Dataset records:
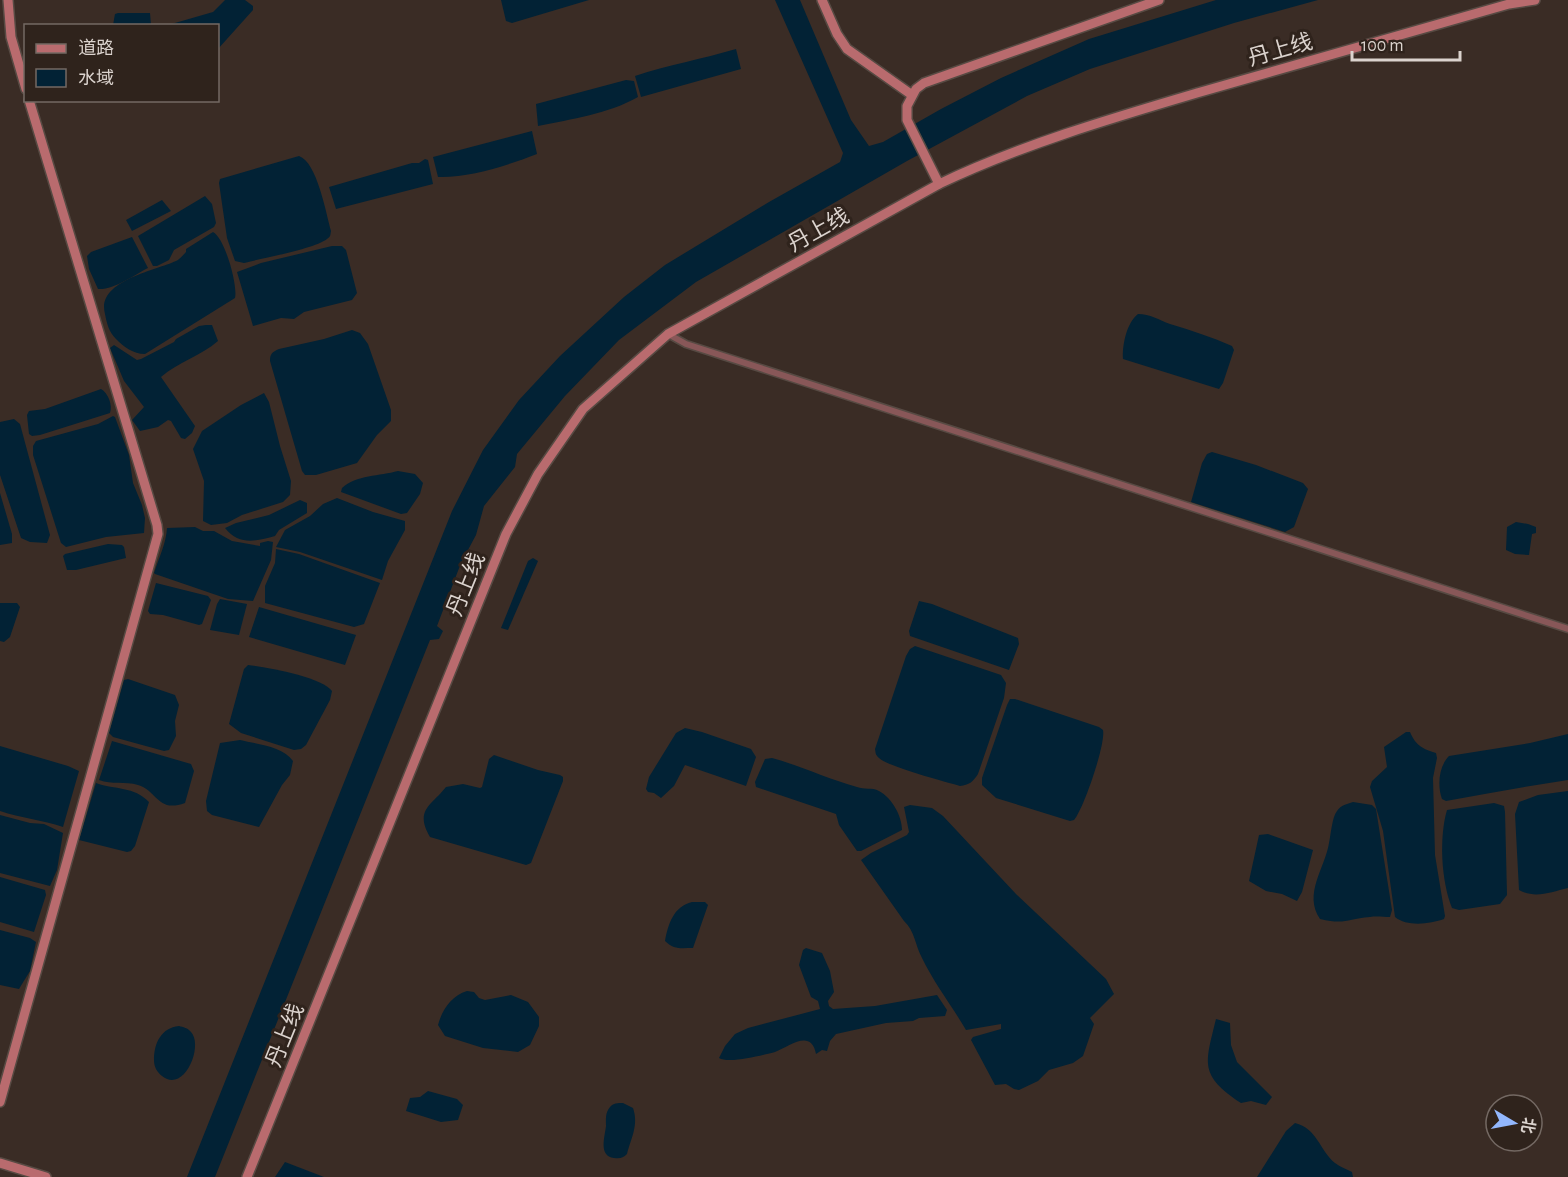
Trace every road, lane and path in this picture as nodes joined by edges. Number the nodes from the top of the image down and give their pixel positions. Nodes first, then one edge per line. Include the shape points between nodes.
1 (8, 0) edge
2 (822, 0) edge
3 (1159, 0) edge
4 (1535, 0) edge
5 (24, 82) edge
6 (912, 95) junction
7 (30, 102) edge
8 (939, 184) junction
9 (668, 334) junction
10 (1568, 629) edge
11 (0, 1102) edge
12 (0, 1163) edge
13 (46, 1177) edge
14 (247, 1177) edge

1 - 5 main road via 11,37
2 - 6 main road via 847,49
3 - 6 main road via 924,83
4 - 8 main road, 丹上线 via 1486,10 1151,107 1016,150
6 - 8 main road via 907,106 909,123
7 - 11 main road via 158,534
8 - 9 main road, 丹上线
9 - 10 street via 686,344
9 - 14 main road, 丹上线 via 583,409 538,474 506,534
12 - 13 main road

§ **Task to carry out**
What you return should be the entries from above, unchanged and without their images.

§ **Output**
Trace every road, lane and path in this picture as nodes joined by edges. Number the nodes from the top of the image down and give their pixel positions. Nodes first, then one edge per line. Include the shape points between nodes.
1 (8, 0) edge
2 (822, 0) edge
3 (1159, 0) edge
4 (1535, 0) edge
5 (24, 82) edge
6 (912, 95) junction
7 (30, 102) edge
8 (939, 184) junction
9 (668, 334) junction
10 (1568, 629) edge
11 (0, 1102) edge
12 (0, 1163) edge
13 (46, 1177) edge
14 (247, 1177) edge

1 - 5 main road via 11,37
2 - 6 main road via 847,49
3 - 6 main road via 924,83
4 - 8 main road, 丹上线 via 1486,10 1151,107 1016,150
6 - 8 main road via 907,106 909,123
7 - 11 main road via 158,534
8 - 9 main road, 丹上线
9 - 10 street via 686,344
9 - 14 main road, 丹上线 via 583,409 538,474 506,534
12 - 13 main road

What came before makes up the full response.